The MacBook Neo arrives as a budget-laptop-busting portable that starts at just $599 / £599 / AU$899 ($499 / £499 / AU$749 for the education market) and rewrites the rules for a budget laptop.
With a 256GB hard drive and 8GB RAM, it may not sound like it's packed with possibilities, but Apple also equipped the MacBook Neo with the still impressive A18 Pro — and if you haven't had any experience with Apple Silicon, you are in for a treat.
In the iPhone 16 Pro and Pro Max, the chip always had tons of power and what I like to call headroom. These chips are almost too powerful for your pint-sized pocket PC, but the MacBook Neo should make ample use of the chip.
Is this the MacBook you've been waiting for?

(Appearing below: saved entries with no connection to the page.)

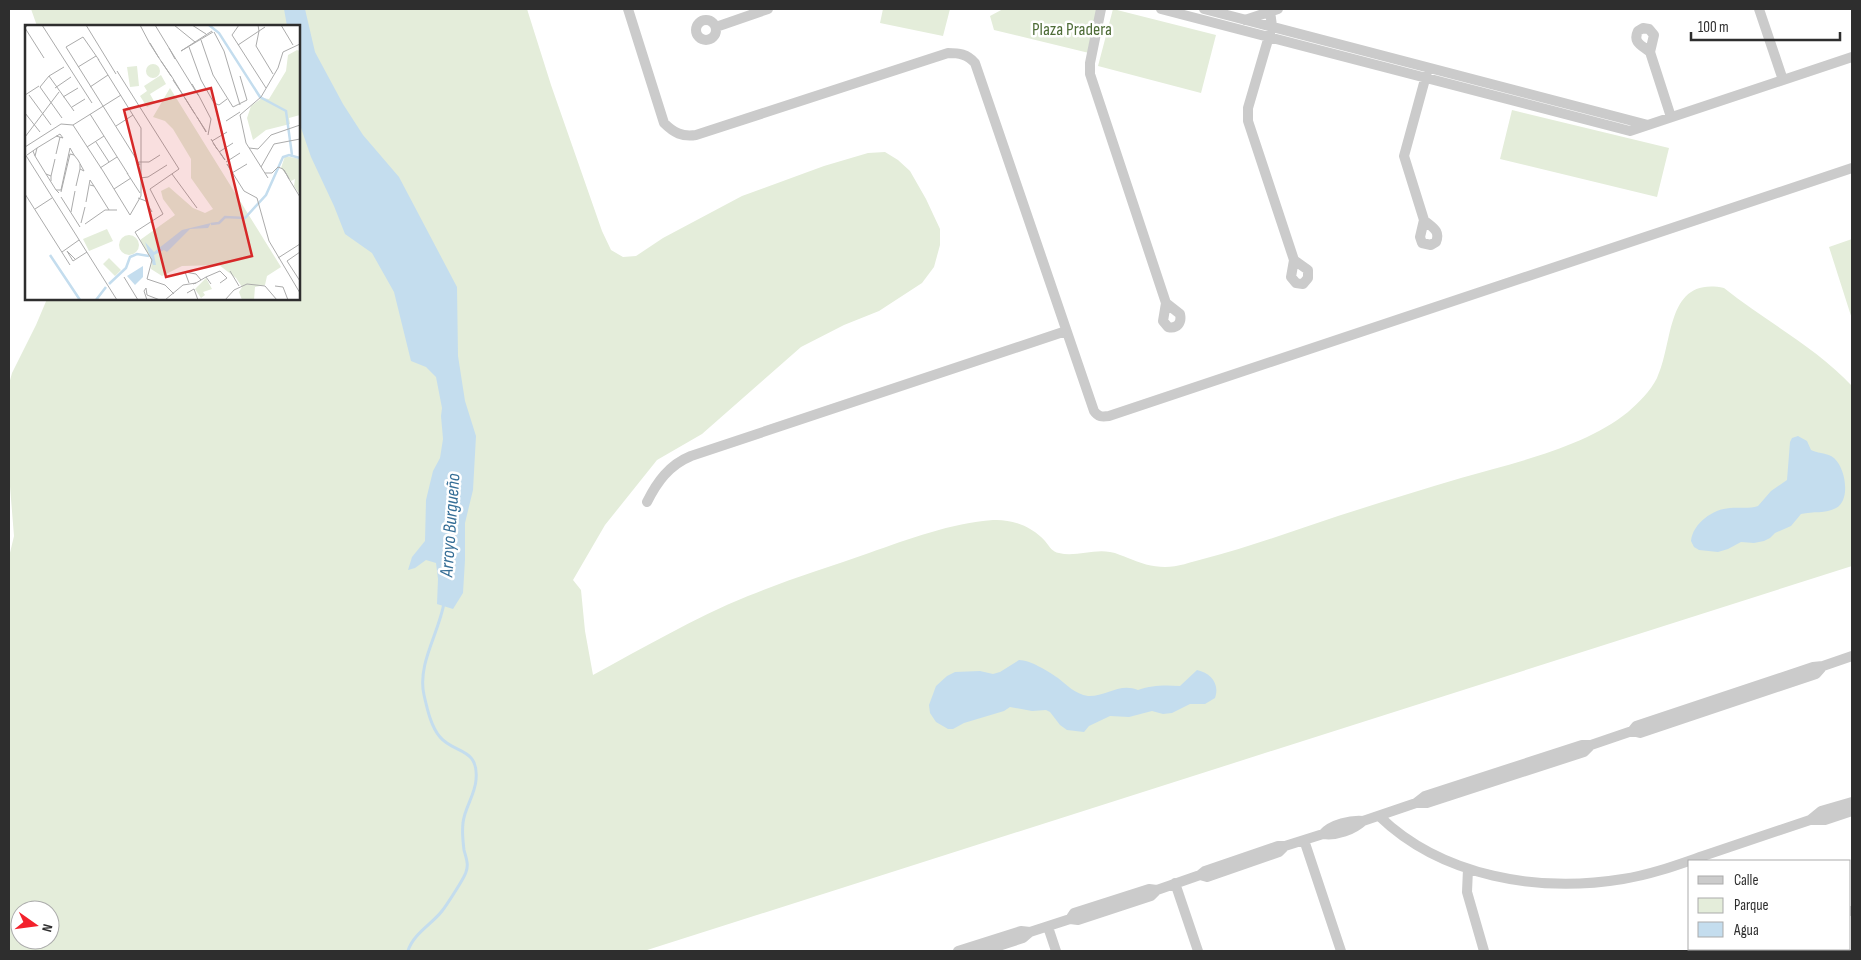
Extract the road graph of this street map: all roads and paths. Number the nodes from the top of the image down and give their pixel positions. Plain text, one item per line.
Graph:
1 (628, 9) edge
2 (768, 9) edge
3 (1102, 9) edge
4 (1161, 9) edge
5 (1204, 9) edge
6 (1759, 9) edge
7 (1274, 10) edge
8 (1245, 20) junction
9 (1226, 26) junction
10 (1272, 26) junction
11 (716, 27) dead end
12 (1269, 37) junction
13 (1650, 52) dead end
14 (1852, 57) edge
15 (1428, 67) junction
16 (1426, 78) junction
17 (1783, 80) junction
18 (1671, 117) junction
19 (1649, 125) junction
20 (1852, 168) edge
21 (1424, 220) dead end
22 (1294, 260) dead end
23 (1166, 304) dead end
24 (1066, 331) junction
25 (647, 502) dead end
26 (1852, 656) edge
27 (1852, 802) edge
28 (1852, 811) edge
29 (1379, 816) junction
30 (1810, 820) junction
31 (1304, 840) junction
32 (1692, 860) edge
33 (1688, 862) edge
34 (1468, 869) junction
35 (1175, 884) junction
36 (1048, 927) junction
37 (1030, 932) junction
38 (958, 951) edge
39 (984, 951) edge
40 (1056, 951) edge
41 (1198, 951) edge
42 (1341, 951) edge
43 (1484, 951) edge

1 - 24 street
2 - 11 street
3 - 23 street
4 - 9 street
5 - 8 street
6 - 17 street
7 - 8 street
7 - 10 street
8 - 9 street
8 - 10 street
9 - 12 street
10 - 12 street
10 - 15 street
12 - 16 street
12 - 22 street
13 - 18 street
14 - 17 street
15 - 16 street
15 - 19 street
16 - 19 street
16 - 21 street
17 - 18 street
18 - 19 street
20 - 24 street
24 - 25 street
26 - 29 street
27 - 30 street
28 - 30 street
29 - 31 street
29 - 34 street
30 - 32 street
31 - 35 street
31 - 42 street
33 - 34 street
34 - 43 street
35 - 36 street
35 - 41 street
36 - 37 street
36 - 40 street
37 - 38 street
37 - 39 street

It should be noted that $599 will not get you the Touch ID power button, and if you want that and 512GB, you will pay $699 / £699 / AU$1,099. Now, that's still an excellent price, and it reminds me a bit of the Walmart sales on those MacBook Air M1 laptops. Any time the deal approached $699, they would fly off the shelves.

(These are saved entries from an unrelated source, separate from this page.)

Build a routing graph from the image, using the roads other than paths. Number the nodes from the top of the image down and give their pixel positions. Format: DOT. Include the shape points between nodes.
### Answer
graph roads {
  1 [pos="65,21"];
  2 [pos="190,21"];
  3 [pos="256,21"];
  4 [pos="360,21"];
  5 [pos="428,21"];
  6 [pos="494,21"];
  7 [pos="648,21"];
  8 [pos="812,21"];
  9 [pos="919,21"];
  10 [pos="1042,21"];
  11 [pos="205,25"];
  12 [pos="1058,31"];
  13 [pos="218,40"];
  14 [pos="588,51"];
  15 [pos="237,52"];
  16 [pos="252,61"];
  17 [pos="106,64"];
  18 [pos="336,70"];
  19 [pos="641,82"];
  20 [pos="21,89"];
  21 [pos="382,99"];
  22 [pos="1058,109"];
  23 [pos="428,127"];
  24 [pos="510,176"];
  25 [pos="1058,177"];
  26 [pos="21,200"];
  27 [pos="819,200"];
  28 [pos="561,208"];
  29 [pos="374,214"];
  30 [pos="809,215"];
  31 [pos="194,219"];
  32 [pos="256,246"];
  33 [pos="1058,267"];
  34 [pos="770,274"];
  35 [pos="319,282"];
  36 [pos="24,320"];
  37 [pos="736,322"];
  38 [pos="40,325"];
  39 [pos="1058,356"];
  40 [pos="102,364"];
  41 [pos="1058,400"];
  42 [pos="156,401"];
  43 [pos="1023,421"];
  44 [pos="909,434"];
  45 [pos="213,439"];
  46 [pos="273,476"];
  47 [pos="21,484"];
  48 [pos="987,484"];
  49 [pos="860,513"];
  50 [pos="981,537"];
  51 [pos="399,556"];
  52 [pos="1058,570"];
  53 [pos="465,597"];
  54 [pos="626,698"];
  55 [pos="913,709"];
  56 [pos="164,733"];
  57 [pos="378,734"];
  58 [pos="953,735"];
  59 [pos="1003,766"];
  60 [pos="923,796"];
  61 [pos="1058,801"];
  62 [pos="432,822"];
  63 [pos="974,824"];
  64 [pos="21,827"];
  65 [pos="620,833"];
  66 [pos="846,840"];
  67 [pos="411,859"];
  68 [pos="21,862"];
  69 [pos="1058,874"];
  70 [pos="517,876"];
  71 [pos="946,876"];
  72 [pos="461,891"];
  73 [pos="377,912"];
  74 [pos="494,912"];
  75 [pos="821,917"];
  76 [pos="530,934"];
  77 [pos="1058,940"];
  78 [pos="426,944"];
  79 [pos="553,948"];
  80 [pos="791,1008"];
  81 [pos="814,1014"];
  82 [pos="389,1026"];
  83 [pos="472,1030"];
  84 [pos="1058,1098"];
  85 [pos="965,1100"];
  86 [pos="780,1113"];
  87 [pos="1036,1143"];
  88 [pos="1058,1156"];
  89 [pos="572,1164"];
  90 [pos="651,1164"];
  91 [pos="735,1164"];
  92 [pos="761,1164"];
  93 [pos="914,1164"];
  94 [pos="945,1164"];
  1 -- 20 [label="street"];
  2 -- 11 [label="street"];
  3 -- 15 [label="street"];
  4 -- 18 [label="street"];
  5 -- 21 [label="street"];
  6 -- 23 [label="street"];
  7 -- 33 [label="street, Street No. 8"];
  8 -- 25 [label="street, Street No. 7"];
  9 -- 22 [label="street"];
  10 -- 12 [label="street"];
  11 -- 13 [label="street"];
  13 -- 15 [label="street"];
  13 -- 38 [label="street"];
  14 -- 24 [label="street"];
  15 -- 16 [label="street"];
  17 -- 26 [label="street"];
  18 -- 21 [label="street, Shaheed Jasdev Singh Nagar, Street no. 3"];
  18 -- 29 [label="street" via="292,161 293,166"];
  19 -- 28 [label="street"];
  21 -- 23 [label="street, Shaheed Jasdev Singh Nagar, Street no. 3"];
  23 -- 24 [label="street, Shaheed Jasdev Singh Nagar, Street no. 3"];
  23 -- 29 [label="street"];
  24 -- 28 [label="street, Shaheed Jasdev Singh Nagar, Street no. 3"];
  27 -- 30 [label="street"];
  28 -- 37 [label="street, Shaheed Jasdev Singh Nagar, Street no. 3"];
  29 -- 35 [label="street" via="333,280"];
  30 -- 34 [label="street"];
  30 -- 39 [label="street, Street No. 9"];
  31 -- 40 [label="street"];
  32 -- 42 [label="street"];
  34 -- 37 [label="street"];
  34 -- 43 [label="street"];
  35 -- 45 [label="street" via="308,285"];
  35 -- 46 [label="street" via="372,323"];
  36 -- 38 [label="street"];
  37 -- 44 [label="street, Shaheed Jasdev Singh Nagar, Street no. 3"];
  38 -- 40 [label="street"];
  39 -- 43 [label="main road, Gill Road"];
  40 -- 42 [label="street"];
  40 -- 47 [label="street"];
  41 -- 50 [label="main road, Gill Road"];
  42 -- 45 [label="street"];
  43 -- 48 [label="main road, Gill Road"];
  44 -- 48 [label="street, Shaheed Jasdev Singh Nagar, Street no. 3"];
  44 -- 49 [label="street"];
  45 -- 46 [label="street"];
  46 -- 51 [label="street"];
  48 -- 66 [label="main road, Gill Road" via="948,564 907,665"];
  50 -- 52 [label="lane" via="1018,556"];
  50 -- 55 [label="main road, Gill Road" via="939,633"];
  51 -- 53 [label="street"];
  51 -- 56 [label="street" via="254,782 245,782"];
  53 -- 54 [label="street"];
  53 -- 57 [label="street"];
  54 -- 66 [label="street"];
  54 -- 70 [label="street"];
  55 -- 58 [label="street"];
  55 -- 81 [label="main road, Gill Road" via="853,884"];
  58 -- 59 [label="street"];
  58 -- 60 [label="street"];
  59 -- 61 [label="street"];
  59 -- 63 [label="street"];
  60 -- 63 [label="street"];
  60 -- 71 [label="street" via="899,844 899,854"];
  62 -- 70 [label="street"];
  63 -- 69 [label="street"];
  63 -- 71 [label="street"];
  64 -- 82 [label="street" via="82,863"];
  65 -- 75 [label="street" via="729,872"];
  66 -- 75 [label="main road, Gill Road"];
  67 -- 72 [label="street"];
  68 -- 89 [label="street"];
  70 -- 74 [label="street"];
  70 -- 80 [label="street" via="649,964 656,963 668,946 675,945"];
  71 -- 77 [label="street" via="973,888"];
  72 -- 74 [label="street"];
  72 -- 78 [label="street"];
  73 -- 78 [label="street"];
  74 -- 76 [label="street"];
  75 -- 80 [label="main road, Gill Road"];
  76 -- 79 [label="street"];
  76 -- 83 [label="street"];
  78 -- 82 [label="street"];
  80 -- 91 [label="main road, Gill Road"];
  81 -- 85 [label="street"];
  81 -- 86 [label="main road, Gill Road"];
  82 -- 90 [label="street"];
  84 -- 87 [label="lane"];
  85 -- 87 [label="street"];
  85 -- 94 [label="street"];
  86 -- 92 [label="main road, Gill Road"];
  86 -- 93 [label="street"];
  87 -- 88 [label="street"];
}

Now imagine a 2.7-lb / 1.23kg, recycled aluminum laptop with a high-resolution Liquid Retina Display, spatial-audio speakers, two USB-C ports (only one is a fast USB-3), an HD webcam, and a large physical trackpad for $599 — and it's a MacBook, running MacOS.
In my experience, people shopping for low-cost laptops for students (grade school, high school, college) are often not considering MacBooks because of the cost. $1,099 / £1,099 / AU$1,799 (16GB of RAM and 512GB of storage to start) is a fair value for the MacBook Air, but it's not a budget system.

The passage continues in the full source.